CAPÍTULO XXIX

Padre e hijo

El capitán Fernández condujo a la cárcel de la corte a Pie de lana, o sea don Juan de Montejo, y a los individuos de su cuadrilla que no habían perdido la vida o quedado heridos en la refriega. Ni don Juan ni Gabriel atravesaron una sola palabra desde la casa del escribano hasta la cárcel. El primero parecía tranquilo; el segundo caminaba con la cabeza inclinada sobre el pecho, como poseído del más profundo abatimiento.

Al llegar a la puerta de la cárcel, don Juan sacó del bolsillo un papel doblado y lo entregó a Gabriel.
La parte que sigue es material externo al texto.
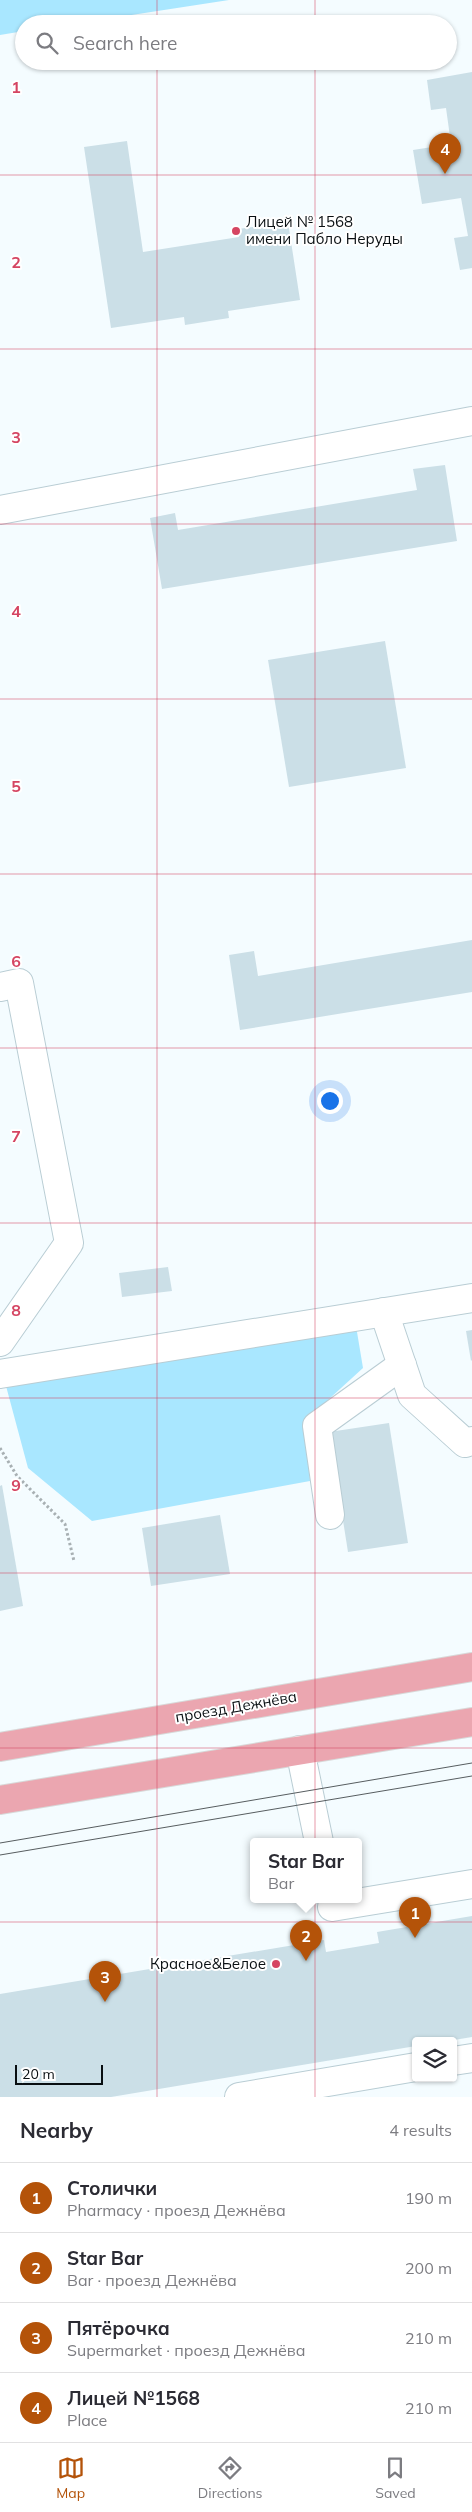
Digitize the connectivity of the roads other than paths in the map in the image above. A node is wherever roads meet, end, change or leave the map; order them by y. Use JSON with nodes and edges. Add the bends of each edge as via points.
{"nodes":[{"id":1,"x":472,"y":421,"type":"edge"},
{"id":2,"x":0,"y":510,"type":"edge"},
{"id":3,"x":0,"y":987,"type":"edge"},
{"id":4,"x":472,"y":1298,"type":"edge"},
{"id":5,"x":384,"y":1312,"type":"junction"},
{"id":6,"x":0,"y":1342,"type":"edge"},
{"id":7,"x":402,"y":1365,"type":"junction"},
{"id":8,"x":0,"y":1374,"type":"edge"},
{"id":9,"x":472,"y":1442,"type":"edge"},
{"id":10,"x":330,"y":1515,"type":"dead end"},
{"id":11,"x":472,"y":1667,"type":"edge"},
{"id":12,"x":472,"y":1722,"type":"edge"},
{"id":13,"x":0,"y":1747,"type":"edge"},
{"id":14,"x":300,"y":1750,"type":"junction"},
{"id":15,"x":0,"y":1800,"type":"edge"},
{"id":16,"x":318,"y":1838,"type":"edge"},
{"id":17,"x":472,"y":1884,"type":"edge"},
{"id":18,"x":333,"y":1911,"type":"edge"},
{"id":19,"x":472,"y":2058,"type":"edge"},
{"id":20,"x":457,"y":2060,"type":"edge"},
{"id":21,"x":412,"y":2068,"type":"edge"},
{"id":22,"x":255,"y":2096,"type":"edge"}],
"edges":[{"from":1,"to":2,"type":"lane"},
{"from":3,"to":6,"type":"lane","via":[[19,983],[68,1242]]},
{"from":4,"to":5,"type":"lane"},
{"from":5,"to":7,"type":"lane"},
{"from":5,"to":8,"type":"lane"},
{"from":7,"to":9,"type":"lane","via":[[412,1395],[465,1443]]},
{"from":7,"to":10,"type":"lane","via":[[317,1426]]},
{"from":11,"to":13,"type":"main road","name":"проезд Дежнёва"},
{"from":12,"to":14,"type":"main road"},
{"from":14,"to":15,"type":"main road"},
{"from":14,"to":16,"type":"lane"},
{"from":17,"to":18,"type":"lane"},
{"from":19,"to":20,"type":"lane"},
{"from":21,"to":22,"type":"lane"}]}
—Hijo mío —le dijo—, quise retardar todo el tiempo que fuera posible la revelación de un secreto que sabía yo te sería penoso. El destino lo ha dispuesto de otra manera, y hoy es necesario que lo sepas todo. En ese papel encontrarás las pruebas de que no eres lo que tú mismo y la sociedad han creído. Sé que la espada de la ley va a caer inevitablemente sobre mi cabeza; pero más cruel aún que ese castigo, será para mí la consideración de que hoy no puedo legarte más que un nombre infame. Quizá no volveremos a vernos. Perdóname.

Los sollozos no le permitieron pronunciar una palabra más. Gabriel, muy conmovido, tomó el escrito y contestó a don Juan:

—He cumplido mi deber de soldado. Desde hoy más me considero libre para poder consagrarme a los que me impone mi nueva situación. Nos veremos pronto.

Don Juan cargado de cadenas, fue encerrado en un estrecho calabozo, inscribiéndosele en el registro de la cárcel bajo el nombre de Juan Bermúdez (alias) Pie de lana.

En seguida el capitán mandó conducir a la casa de recogidas a la que acababa de decirle que era su madre y a una joven que la acompañaba y que, como nuestros lectores han comprendido ya, no era otra que la hija del maestro de armas. Habían sido encontradas en la casa donde estaban los bandidos, y su prisión era inevitable. La infeliz señora tenía el corazón traspasado de dolor. Su hijo, a quien acababa de encontrar, la hacía encerrar entre las mujeres perdidas. Ella no comprendía la fuerza del deber que lo obligaba a proceder de aquella manera.

El capitán volvió al cuartel y dio cuenta a su jefe del desempeño de la comisión que se le había confiado, omitiendo únicamente la circunstancia de la revelación hecha por Pie de lana. Gabriel sabía que el hecho, que había pasado delante de muchos testigos, sería público al siguiente día. El coronel elogió en pocas palabras la conducta de su subalterno y le dijo que no dudaba que el importante servicio que había prestado al rey sería debidamente recompensado. Gabriel no contestó, limitándose a mover la cabeza con una expresión de abatimiento que no dejó de llamar la atención del viejo militar, que, sin embargo, no se consideró autorizado para pedirle explicaciones. Díjole que podía retirarse y Gabriel se dirigió a su casa y se encerró en su cuarto.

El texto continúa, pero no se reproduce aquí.